**THE PROBLEM:** For the data that follows, return each line unchanged and drop the pictures.

### EXTRACTED ENTRIES

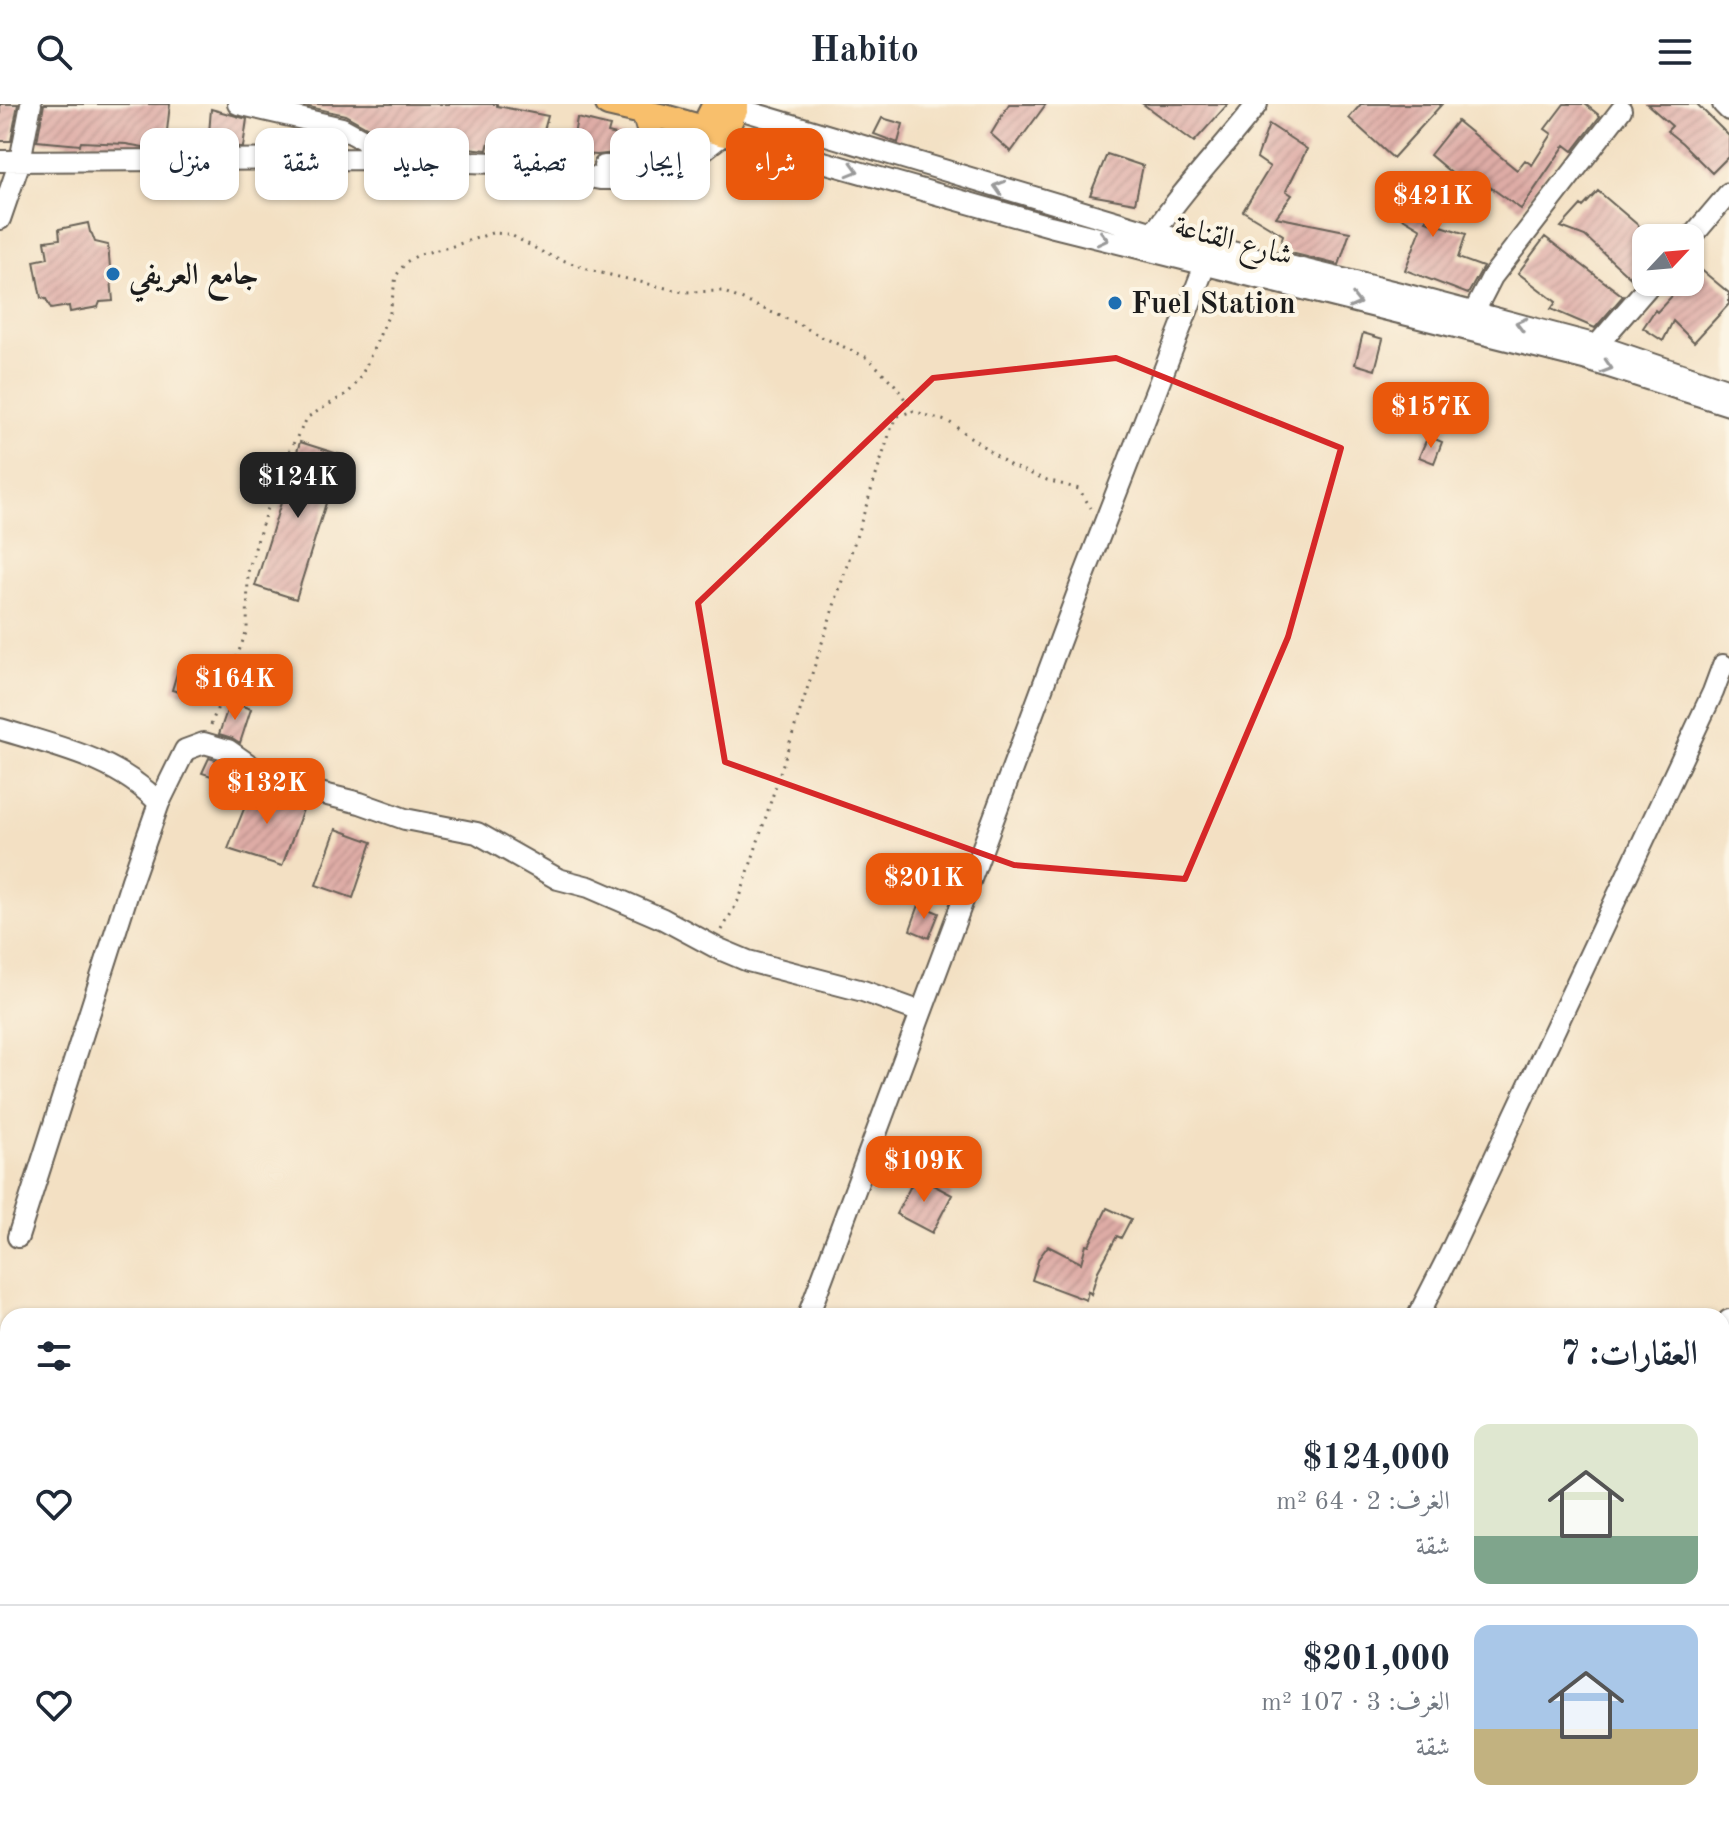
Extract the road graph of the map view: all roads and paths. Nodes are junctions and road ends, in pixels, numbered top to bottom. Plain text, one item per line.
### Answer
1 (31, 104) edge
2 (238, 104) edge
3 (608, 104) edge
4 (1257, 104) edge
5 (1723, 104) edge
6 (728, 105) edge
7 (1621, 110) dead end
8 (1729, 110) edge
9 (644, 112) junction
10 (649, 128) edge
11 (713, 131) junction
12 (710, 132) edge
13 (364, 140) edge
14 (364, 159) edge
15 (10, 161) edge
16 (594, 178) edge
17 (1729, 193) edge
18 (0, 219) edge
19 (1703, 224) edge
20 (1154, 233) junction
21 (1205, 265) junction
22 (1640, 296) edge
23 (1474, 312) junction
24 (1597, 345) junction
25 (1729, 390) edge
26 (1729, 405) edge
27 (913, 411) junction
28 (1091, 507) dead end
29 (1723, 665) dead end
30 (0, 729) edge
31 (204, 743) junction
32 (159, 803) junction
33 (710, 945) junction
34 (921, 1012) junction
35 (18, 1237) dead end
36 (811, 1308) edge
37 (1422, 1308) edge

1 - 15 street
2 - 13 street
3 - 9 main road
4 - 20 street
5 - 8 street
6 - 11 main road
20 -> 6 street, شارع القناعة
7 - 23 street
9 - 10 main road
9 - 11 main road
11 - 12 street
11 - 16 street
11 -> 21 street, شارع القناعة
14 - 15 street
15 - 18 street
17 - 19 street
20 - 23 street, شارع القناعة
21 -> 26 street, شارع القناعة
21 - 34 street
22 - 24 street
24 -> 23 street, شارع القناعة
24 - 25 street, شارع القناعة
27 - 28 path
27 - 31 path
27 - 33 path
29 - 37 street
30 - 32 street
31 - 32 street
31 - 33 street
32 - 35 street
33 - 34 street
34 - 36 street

######

**WRITTEN RESPONSE:**
Extract the road graph of the map view: all roads and paths. Nodes are junctions and road ends, in pixels, numbered top to bottom. Plain text, one item per line.
### Answer
1 (31, 104) edge
2 (238, 104) edge
3 (608, 104) edge
4 (1257, 104) edge
5 (1723, 104) edge
6 (728, 105) edge
7 (1621, 110) dead end
8 (1729, 110) edge
9 (644, 112) junction
10 (649, 128) edge
11 (713, 131) junction
12 (710, 132) edge
13 (364, 140) edge
14 (364, 159) edge
15 (10, 161) edge
16 (594, 178) edge
17 (1729, 193) edge
18 (0, 219) edge
19 (1703, 224) edge
20 (1154, 233) junction
21 (1205, 265) junction
22 (1640, 296) edge
23 (1474, 312) junction
24 (1597, 345) junction
25 (1729, 390) edge
26 (1729, 405) edge
27 (913, 411) junction
28 (1091, 507) dead end
29 (1723, 665) dead end
30 (0, 729) edge
31 (204, 743) junction
32 (159, 803) junction
33 (710, 945) junction
34 (921, 1012) junction
35 (18, 1237) dead end
36 (811, 1308) edge
37 (1422, 1308) edge

1 - 15 street
2 - 13 street
3 - 9 main road
4 - 20 street
5 - 8 street
6 - 11 main road
20 -> 6 street, شارع القناعة
7 - 23 street
9 - 10 main road
9 - 11 main road
11 - 12 street
11 - 16 street
11 -> 21 street, شارع القناعة
14 - 15 street
15 - 18 street
17 - 19 street
20 - 23 street, شارع القناعة
21 -> 26 street, شارع القناعة
21 - 34 street
22 - 24 street
24 -> 23 street, شارع القناعة
24 - 25 street, شارع القناعة
27 - 28 path
27 - 31 path
27 - 33 path
29 - 37 street
30 - 32 street
31 - 32 street
31 - 33 street
32 - 35 street
33 - 34 street
34 - 36 street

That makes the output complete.